* **Description of the task**
The job is to output each record exactly as it stands, pictures excluded.

(Records for the exercise Opens)

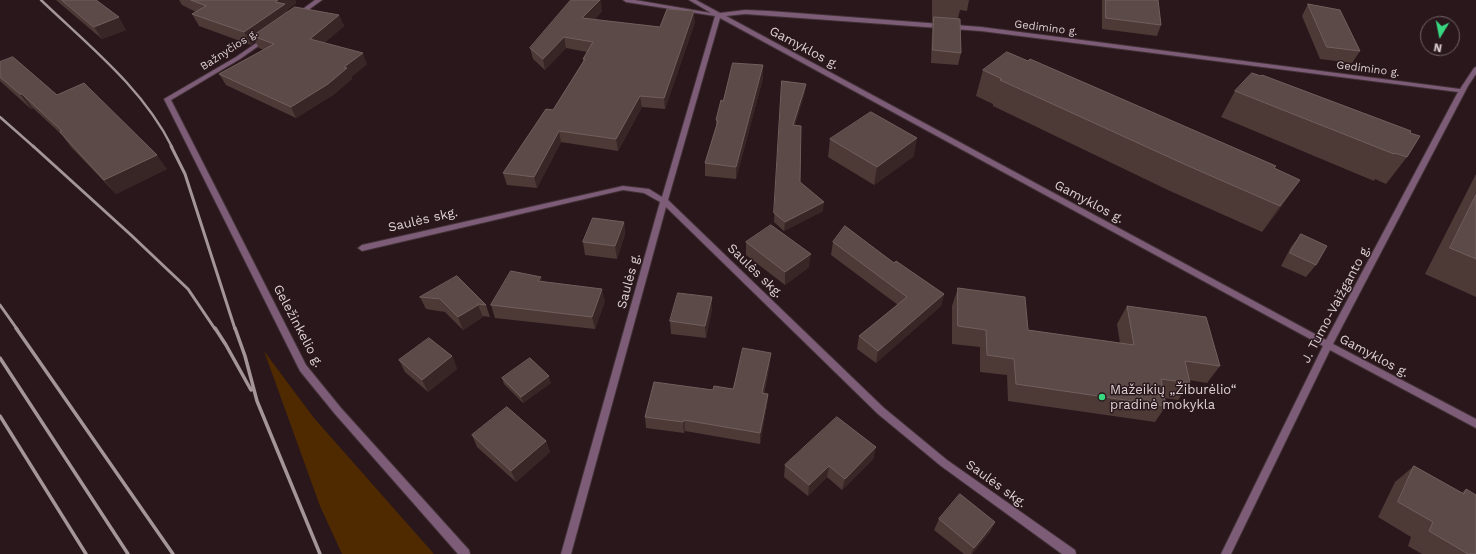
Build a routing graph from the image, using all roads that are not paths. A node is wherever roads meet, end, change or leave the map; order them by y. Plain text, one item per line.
1 (319, 0) edge
2 (626, 0) edge
3 (692, 0) edge
4 (718, 15) junction
5 (294, 18) edge
6 (269, 36) edge
7 (1476, 70) edge
8 (1462, 91) junction
9 (167, 99) joint
10 (664, 202) junction
11 (362, 248) dead end
12 (1328, 345) junction
13 (1476, 424) edge
14 (465, 554) edge
15 (566, 554) edge
16 (1071, 554) edge
17 (1226, 554) edge

1 - 5 street
2 - 4 street, Gedimino g.
3 - 4 street, Gamyklos g.
4 - 8 street, Gedimino g.
4 - 10 street, Saulės g.
4 - 12 street, Gamyklos g.
6 - 9 street, Bažnyčios g.
7 - 8 street, J. Tumo-Vaižganto g.
8 - 12 street, J. Tumo-Vaižganto g.
9 - 14 street, Geležinkelio g.
10 - 11 street, Saulės skg.
10 - 15 street, Saulės g.
10 - 16 street, Saulės skg.
12 - 13 street, Gamyklos g.
12 - 17 street, J. Tumo-Vaižganto g.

(Records for the exercise Closes)

* **Finished task**
Build a routing graph from the image, using all roads that are not paths. A node is wherever roads meet, end, change or leave the map; order them by y. Plain text, one item per line.
1 (319, 0) edge
2 (626, 0) edge
3 (692, 0) edge
4 (718, 15) junction
5 (294, 18) edge
6 (269, 36) edge
7 (1476, 70) edge
8 (1462, 91) junction
9 (167, 99) joint
10 (664, 202) junction
11 (362, 248) dead end
12 (1328, 345) junction
13 (1476, 424) edge
14 (465, 554) edge
15 (566, 554) edge
16 (1071, 554) edge
17 (1226, 554) edge

1 - 5 street
2 - 4 street, Gedimino g.
3 - 4 street, Gamyklos g.
4 - 8 street, Gedimino g.
4 - 10 street, Saulės g.
4 - 12 street, Gamyklos g.
6 - 9 street, Bažnyčios g.
7 - 8 street, J. Tumo-Vaižganto g.
8 - 12 street, J. Tumo-Vaižganto g.
9 - 14 street, Geležinkelio g.
10 - 11 street, Saulės skg.
10 - 15 street, Saulės g.
10 - 16 street, Saulės skg.
12 - 13 street, Gamyklos g.
12 - 17 street, J. Tumo-Vaižganto g.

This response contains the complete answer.